Dataset entries:
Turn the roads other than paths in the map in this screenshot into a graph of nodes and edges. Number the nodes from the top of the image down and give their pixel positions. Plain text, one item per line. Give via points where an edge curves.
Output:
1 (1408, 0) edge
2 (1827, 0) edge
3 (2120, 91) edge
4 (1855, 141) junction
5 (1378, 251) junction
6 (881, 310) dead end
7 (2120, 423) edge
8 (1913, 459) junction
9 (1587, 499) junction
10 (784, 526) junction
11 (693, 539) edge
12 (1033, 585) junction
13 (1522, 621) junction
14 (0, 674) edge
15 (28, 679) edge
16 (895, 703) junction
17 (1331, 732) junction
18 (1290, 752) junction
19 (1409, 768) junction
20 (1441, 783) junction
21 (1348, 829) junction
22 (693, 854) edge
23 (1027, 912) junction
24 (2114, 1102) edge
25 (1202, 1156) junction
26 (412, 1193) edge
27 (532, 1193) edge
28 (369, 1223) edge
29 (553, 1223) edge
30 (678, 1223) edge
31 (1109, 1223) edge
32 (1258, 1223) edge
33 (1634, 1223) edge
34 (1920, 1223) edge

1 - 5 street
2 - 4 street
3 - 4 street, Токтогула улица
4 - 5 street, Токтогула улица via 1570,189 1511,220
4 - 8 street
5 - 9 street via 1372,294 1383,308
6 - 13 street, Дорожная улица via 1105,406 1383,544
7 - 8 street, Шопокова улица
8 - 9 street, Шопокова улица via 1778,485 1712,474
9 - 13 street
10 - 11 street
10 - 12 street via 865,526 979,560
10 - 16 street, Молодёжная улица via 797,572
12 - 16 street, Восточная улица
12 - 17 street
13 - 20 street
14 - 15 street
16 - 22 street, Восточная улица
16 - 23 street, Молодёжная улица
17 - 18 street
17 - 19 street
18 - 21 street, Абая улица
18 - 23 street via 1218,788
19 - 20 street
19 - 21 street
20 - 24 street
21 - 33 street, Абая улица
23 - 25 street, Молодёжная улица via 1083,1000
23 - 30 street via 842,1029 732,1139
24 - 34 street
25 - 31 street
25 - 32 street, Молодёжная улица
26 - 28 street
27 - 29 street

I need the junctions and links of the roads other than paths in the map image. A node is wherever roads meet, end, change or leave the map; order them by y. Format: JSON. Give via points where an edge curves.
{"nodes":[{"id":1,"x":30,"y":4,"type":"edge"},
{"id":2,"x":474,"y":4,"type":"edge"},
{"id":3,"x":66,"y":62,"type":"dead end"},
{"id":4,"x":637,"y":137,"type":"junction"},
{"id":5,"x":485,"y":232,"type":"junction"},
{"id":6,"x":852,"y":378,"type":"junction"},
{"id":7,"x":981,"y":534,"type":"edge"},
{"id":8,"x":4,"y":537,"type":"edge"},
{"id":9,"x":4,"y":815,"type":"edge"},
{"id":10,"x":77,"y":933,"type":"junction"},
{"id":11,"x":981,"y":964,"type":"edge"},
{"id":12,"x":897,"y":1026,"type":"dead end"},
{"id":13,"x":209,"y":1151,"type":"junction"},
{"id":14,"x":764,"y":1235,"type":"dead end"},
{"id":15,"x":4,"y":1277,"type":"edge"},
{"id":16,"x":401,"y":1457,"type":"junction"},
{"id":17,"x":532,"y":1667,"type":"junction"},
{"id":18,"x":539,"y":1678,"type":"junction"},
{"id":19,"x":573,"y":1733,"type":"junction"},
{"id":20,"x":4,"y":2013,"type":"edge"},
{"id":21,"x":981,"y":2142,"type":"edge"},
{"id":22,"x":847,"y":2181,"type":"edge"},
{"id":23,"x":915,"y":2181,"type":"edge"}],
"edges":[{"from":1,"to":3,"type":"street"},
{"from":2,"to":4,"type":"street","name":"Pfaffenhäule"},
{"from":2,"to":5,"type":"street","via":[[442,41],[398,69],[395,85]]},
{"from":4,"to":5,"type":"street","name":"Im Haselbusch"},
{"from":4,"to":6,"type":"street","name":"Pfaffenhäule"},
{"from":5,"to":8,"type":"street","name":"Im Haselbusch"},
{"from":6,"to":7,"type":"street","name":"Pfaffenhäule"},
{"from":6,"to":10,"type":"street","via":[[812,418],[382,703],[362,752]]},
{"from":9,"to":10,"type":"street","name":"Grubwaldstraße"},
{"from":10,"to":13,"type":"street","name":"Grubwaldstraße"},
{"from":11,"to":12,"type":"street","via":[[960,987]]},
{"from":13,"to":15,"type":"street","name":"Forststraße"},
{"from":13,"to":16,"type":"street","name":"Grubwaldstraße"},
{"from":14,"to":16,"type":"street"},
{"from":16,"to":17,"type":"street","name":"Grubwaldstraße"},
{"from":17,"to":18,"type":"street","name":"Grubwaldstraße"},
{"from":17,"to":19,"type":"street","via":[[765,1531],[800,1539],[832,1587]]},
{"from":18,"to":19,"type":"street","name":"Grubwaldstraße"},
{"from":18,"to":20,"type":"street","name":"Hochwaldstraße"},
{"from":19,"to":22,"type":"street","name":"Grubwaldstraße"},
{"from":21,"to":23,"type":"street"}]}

* _THE TASK_
Set down the data once more, exactly as shown above.

* _ANSWER SPACE_
Turn the roads other than paths in the map in this screenshot into a graph of nodes and edges. Number the nodes from the top of the image down and give their pixel positions. Plain text, one item per line. Give via points where an edge curves.
Output:
1 (1408, 0) edge
2 (1827, 0) edge
3 (2120, 91) edge
4 (1855, 141) junction
5 (1378, 251) junction
6 (881, 310) dead end
7 (2120, 423) edge
8 (1913, 459) junction
9 (1587, 499) junction
10 (784, 526) junction
11 (693, 539) edge
12 (1033, 585) junction
13 (1522, 621) junction
14 (0, 674) edge
15 (28, 679) edge
16 (895, 703) junction
17 (1331, 732) junction
18 (1290, 752) junction
19 (1409, 768) junction
20 (1441, 783) junction
21 (1348, 829) junction
22 (693, 854) edge
23 (1027, 912) junction
24 (2114, 1102) edge
25 (1202, 1156) junction
26 (412, 1193) edge
27 (532, 1193) edge
28 (369, 1223) edge
29 (553, 1223) edge
30 (678, 1223) edge
31 (1109, 1223) edge
32 (1258, 1223) edge
33 (1634, 1223) edge
34 (1920, 1223) edge

1 - 5 street
2 - 4 street
3 - 4 street, Токтогула улица
4 - 5 street, Токтогула улица via 1570,189 1511,220
4 - 8 street
5 - 9 street via 1372,294 1383,308
6 - 13 street, Дорожная улица via 1105,406 1383,544
7 - 8 street, Шопокова улица
8 - 9 street, Шопокова улица via 1778,485 1712,474
9 - 13 street
10 - 11 street
10 - 12 street via 865,526 979,560
10 - 16 street, Молодёжная улица via 797,572
12 - 16 street, Восточная улица
12 - 17 street
13 - 20 street
14 - 15 street
16 - 22 street, Восточная улица
16 - 23 street, Молодёжная улица
17 - 18 street
17 - 19 street
18 - 21 street, Абая улица
18 - 23 street via 1218,788
19 - 20 street
19 - 21 street
20 - 24 street
21 - 33 street, Абая улица
23 - 25 street, Молодёжная улица via 1083,1000
23 - 30 street via 842,1029 732,1139
24 - 34 street
25 - 31 street
25 - 32 street, Молодёжная улица
26 - 28 street
27 - 29 street

I need the junctions and links of the roads other than paths in the map image. A node is wherever roads meet, end, change or leave the map; order them by y. Format: JSON. Give via points where an edge curves.
{"nodes":[{"id":1,"x":30,"y":4,"type":"edge"},
{"id":2,"x":474,"y":4,"type":"edge"},
{"id":3,"x":66,"y":62,"type":"dead end"},
{"id":4,"x":637,"y":137,"type":"junction"},
{"id":5,"x":485,"y":232,"type":"junction"},
{"id":6,"x":852,"y":378,"type":"junction"},
{"id":7,"x":981,"y":534,"type":"edge"},
{"id":8,"x":4,"y":537,"type":"edge"},
{"id":9,"x":4,"y":815,"type":"edge"},
{"id":10,"x":77,"y":933,"type":"junction"},
{"id":11,"x":981,"y":964,"type":"edge"},
{"id":12,"x":897,"y":1026,"type":"dead end"},
{"id":13,"x":209,"y":1151,"type":"junction"},
{"id":14,"x":764,"y":1235,"type":"dead end"},
{"id":15,"x":4,"y":1277,"type":"edge"},
{"id":16,"x":401,"y":1457,"type":"junction"},
{"id":17,"x":532,"y":1667,"type":"junction"},
{"id":18,"x":539,"y":1678,"type":"junction"},
{"id":19,"x":573,"y":1733,"type":"junction"},
{"id":20,"x":4,"y":2013,"type":"edge"},
{"id":21,"x":981,"y":2142,"type":"edge"},
{"id":22,"x":847,"y":2181,"type":"edge"},
{"id":23,"x":915,"y":2181,"type":"edge"}],
"edges":[{"from":1,"to":3,"type":"street"},
{"from":2,"to":4,"type":"street","name":"Pfaffenhäule"},
{"from":2,"to":5,"type":"street","via":[[442,41],[398,69],[395,85]]},
{"from":4,"to":5,"type":"street","name":"Im Haselbusch"},
{"from":4,"to":6,"type":"street","name":"Pfaffenhäule"},
{"from":5,"to":8,"type":"street","name":"Im Haselbusch"},
{"from":6,"to":7,"type":"street","name":"Pfaffenhäule"},
{"from":6,"to":10,"type":"street","via":[[812,418],[382,703],[362,752]]},
{"from":9,"to":10,"type":"street","name":"Grubwaldstraße"},
{"from":10,"to":13,"type":"street","name":"Grubwaldstraße"},
{"from":11,"to":12,"type":"street","via":[[960,987]]},
{"from":13,"to":15,"type":"street","name":"Forststraße"},
{"from":13,"to":16,"type":"street","name":"Grubwaldstraße"},
{"from":14,"to":16,"type":"street"},
{"from":16,"to":17,"type":"street","name":"Grubwaldstraße"},
{"from":17,"to":18,"type":"street","name":"Grubwaldstraße"},
{"from":17,"to":19,"type":"street","via":[[765,1531],[800,1539],[832,1587]]},
{"from":18,"to":19,"type":"street","name":"Grubwaldstraße"},
{"from":18,"to":20,"type":"street","name":"Hochwaldstraße"},
{"from":19,"to":22,"type":"street","name":"Grubwaldstraße"},
{"from":21,"to":23,"type":"street"}]}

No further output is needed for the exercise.